Global stocks fell sharply for the second straight week, with equities having their worst week in more than two years.
All three of the major American indexes lost more than 5% despite rebounding nearly 1.5% on Friday, with most of that gain coming in the last hour of trading. It was a week of wild swings, with the Dow losing more than 1,000 points on Monday and Thursday – its two biggest daily point drops in history – and gaining more than 500 on Thursday. The difference between the Dow’s high point of the week on Monday and its low point on Friday was more than 2,100 points. The week’s volatility can probably be summed up in the VIX index, which jumped more than 67% by the end of the week, closing at 29.06 after briefly hitting 50 on Tuesday. All three major U.S. equity indexes are now negative for the year, with the Dow and S&P lower by about 2% and NASDAQ off 0.3%, but are down nearly 10% since peaking two weeks ago.
While most of the attention has been focused on the American market, foreign markets have actually fared worse, particularly in Asia. Both Shanghai and Hong Kong lost nearly 10% last week while Japan was off more than 8%. European stocks lost about 5%. Oil prices have also been hit with selling, with the price of U.S. crude down 9% last week after climbing more than 50% since last June. The U.S. benchmark ended the week at about $59. Gold has acted as a safe haven, although only in relative terms, losing “only” about 1.5% last week.
The bond market, which basically sparked the sell-off in stocks two weeks ago when yields spiked, was relatively quiet last week, at least compared to equities. The yield on the benchmark 10-year Treasury note ended the week at 2.85%, up only one basis point on the week after climbing 18 bps the week before; it’s still hovering close to a four-year high. But there was a lot of volatility in the fixed-income market, too, as the yield on the 30-year Treasury bond rose seven bps to 3.16%, its highest level since last March, while the two-year note fell by the same amount to 2.07%.
Investors largely ignored the thin slate of economic reports last week, which continued to come in strong. Initial unemployment claims for the latest week fell by 9,000 to 221,000, a new 45-year low. The Institute for Supply Management’s non-manufacturing index jumped four points to 59.9, its highest level dating back to 2008.
Reports/dates/facts/links worth paying attention to over the next week:
1. February 14: Consumer price index for January; retail sales for January.

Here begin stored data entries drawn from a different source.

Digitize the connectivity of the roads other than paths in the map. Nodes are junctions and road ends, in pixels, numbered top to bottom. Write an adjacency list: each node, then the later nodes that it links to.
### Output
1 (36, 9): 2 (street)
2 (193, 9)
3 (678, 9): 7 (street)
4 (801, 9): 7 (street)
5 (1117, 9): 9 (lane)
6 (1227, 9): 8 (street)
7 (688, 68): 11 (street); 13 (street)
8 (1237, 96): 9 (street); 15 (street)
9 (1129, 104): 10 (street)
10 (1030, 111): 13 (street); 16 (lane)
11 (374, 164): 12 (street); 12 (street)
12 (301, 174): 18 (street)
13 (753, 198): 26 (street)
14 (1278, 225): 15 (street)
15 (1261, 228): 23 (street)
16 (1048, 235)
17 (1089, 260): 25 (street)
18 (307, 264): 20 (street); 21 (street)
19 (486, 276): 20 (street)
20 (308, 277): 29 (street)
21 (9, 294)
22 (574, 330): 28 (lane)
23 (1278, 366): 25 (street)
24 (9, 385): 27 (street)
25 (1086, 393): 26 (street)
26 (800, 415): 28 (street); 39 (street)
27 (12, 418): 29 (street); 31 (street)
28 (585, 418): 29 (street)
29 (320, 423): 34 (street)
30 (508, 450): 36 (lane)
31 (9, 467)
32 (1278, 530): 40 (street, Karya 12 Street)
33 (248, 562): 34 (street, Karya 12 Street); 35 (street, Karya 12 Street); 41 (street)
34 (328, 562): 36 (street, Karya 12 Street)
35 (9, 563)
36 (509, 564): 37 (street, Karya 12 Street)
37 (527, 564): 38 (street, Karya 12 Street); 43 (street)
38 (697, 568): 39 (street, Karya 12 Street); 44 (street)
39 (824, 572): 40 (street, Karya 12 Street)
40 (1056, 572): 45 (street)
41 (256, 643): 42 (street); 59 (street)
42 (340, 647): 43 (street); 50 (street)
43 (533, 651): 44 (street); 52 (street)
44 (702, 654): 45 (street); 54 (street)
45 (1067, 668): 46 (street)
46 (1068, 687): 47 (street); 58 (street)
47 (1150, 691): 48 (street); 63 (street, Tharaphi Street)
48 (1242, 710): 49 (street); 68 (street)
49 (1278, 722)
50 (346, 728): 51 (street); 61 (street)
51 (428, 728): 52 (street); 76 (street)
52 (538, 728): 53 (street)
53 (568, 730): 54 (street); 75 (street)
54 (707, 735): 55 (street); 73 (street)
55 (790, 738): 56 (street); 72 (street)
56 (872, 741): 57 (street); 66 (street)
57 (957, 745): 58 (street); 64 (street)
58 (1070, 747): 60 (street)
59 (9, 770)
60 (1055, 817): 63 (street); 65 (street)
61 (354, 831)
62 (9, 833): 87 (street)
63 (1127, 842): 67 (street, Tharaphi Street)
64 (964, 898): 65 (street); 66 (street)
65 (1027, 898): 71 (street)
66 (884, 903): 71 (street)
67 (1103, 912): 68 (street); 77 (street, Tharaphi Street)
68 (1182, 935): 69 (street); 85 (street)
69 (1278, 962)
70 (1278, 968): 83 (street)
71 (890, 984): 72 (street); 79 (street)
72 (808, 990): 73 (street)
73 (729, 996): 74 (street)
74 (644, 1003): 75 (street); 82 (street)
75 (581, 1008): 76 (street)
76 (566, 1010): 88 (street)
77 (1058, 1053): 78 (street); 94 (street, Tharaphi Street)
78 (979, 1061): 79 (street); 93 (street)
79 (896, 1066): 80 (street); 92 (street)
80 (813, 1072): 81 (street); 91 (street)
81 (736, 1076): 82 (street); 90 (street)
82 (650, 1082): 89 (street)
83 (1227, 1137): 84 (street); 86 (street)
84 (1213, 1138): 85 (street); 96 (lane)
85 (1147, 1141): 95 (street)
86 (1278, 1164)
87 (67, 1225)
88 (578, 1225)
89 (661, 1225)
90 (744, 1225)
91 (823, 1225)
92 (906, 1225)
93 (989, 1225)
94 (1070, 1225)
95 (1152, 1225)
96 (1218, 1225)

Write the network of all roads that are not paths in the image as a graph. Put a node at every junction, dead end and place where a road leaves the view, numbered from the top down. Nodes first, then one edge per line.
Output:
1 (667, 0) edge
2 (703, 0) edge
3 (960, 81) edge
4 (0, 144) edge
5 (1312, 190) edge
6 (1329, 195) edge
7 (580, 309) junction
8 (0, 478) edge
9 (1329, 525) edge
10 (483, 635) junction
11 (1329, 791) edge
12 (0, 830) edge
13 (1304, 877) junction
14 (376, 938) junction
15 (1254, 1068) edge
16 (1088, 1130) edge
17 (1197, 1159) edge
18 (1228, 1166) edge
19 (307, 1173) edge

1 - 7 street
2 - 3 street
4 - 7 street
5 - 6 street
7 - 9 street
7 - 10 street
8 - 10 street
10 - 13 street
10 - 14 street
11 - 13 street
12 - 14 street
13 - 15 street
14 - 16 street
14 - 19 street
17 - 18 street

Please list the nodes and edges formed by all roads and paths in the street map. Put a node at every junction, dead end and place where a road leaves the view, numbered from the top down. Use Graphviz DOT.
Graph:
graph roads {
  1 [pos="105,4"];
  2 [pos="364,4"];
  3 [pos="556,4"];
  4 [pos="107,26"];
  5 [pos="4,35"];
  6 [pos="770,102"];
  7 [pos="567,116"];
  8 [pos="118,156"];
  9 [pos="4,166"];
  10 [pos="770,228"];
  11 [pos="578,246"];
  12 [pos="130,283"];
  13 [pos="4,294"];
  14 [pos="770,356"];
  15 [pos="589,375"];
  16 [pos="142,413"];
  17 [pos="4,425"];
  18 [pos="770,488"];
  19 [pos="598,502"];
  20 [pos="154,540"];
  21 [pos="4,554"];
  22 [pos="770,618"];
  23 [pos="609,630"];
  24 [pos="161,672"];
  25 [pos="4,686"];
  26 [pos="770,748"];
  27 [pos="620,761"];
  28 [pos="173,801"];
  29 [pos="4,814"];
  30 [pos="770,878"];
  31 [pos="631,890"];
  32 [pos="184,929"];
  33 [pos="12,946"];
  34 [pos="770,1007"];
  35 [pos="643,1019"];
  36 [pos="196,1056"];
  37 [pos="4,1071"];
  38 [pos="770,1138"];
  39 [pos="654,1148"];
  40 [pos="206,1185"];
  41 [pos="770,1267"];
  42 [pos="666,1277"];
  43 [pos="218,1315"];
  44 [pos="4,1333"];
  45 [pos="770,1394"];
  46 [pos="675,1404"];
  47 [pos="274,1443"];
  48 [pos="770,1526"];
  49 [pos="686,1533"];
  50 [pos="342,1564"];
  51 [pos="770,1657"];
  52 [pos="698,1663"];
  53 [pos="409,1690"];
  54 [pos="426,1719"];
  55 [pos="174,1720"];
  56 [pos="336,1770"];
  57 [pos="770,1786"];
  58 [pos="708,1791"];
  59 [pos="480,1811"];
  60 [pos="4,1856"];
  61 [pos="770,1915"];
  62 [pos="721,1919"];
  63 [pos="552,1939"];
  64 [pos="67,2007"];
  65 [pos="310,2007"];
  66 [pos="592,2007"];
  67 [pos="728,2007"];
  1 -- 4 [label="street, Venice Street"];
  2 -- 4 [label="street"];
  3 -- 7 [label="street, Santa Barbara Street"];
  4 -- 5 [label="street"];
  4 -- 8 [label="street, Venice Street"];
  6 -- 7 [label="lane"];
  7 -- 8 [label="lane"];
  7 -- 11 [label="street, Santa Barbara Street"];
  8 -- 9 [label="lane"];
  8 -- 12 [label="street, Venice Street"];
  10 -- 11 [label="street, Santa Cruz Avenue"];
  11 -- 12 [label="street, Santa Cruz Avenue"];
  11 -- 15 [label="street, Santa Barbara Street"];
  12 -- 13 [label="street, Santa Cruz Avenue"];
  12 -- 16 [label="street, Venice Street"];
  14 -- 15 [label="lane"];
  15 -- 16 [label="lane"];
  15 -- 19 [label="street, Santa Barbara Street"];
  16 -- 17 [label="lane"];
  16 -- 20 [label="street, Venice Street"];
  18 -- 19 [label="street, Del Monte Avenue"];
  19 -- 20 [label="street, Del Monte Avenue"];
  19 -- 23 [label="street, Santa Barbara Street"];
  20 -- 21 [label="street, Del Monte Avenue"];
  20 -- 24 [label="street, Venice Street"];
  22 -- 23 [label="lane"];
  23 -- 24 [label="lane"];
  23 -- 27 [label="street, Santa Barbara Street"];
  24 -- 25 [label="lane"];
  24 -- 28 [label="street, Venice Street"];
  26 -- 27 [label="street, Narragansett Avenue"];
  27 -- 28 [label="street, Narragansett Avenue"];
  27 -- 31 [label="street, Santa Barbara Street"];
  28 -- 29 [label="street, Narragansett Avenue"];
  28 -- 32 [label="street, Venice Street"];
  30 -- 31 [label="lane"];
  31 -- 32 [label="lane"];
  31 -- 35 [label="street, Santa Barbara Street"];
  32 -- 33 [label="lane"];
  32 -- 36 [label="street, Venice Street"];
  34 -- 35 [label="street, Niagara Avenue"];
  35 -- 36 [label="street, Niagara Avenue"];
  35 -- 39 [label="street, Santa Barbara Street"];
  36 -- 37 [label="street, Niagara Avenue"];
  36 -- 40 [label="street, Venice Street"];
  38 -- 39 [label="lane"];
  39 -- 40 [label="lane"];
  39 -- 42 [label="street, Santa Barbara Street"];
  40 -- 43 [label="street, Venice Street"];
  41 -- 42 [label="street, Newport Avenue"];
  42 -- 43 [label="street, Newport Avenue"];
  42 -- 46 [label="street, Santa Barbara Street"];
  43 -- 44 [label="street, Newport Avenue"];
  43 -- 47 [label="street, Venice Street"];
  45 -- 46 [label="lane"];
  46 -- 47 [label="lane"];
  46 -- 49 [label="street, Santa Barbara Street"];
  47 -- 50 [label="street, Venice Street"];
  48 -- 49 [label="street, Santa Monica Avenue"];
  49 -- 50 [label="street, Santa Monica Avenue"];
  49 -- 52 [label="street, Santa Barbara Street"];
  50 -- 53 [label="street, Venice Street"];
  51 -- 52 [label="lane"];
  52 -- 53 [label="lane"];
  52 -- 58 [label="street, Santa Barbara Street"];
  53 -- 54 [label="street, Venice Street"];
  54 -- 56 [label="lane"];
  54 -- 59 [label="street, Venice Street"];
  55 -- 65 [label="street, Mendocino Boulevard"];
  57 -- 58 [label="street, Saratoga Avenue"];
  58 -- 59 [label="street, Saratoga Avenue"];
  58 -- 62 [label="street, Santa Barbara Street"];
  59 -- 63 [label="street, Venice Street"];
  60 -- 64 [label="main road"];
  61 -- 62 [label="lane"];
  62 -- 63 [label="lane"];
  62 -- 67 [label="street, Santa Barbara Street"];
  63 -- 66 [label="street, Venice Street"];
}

2. February 15: Weekly unemployment claims; producer price index for January; industrial production for January; Philadelphia Fed business outlook survey for February; Empire State manufacturing survey for February; National Association of Home Builders housing market index for February.
3. February 16: Housing starts for January; University of Michigan consumer sentiment index for February, first reading.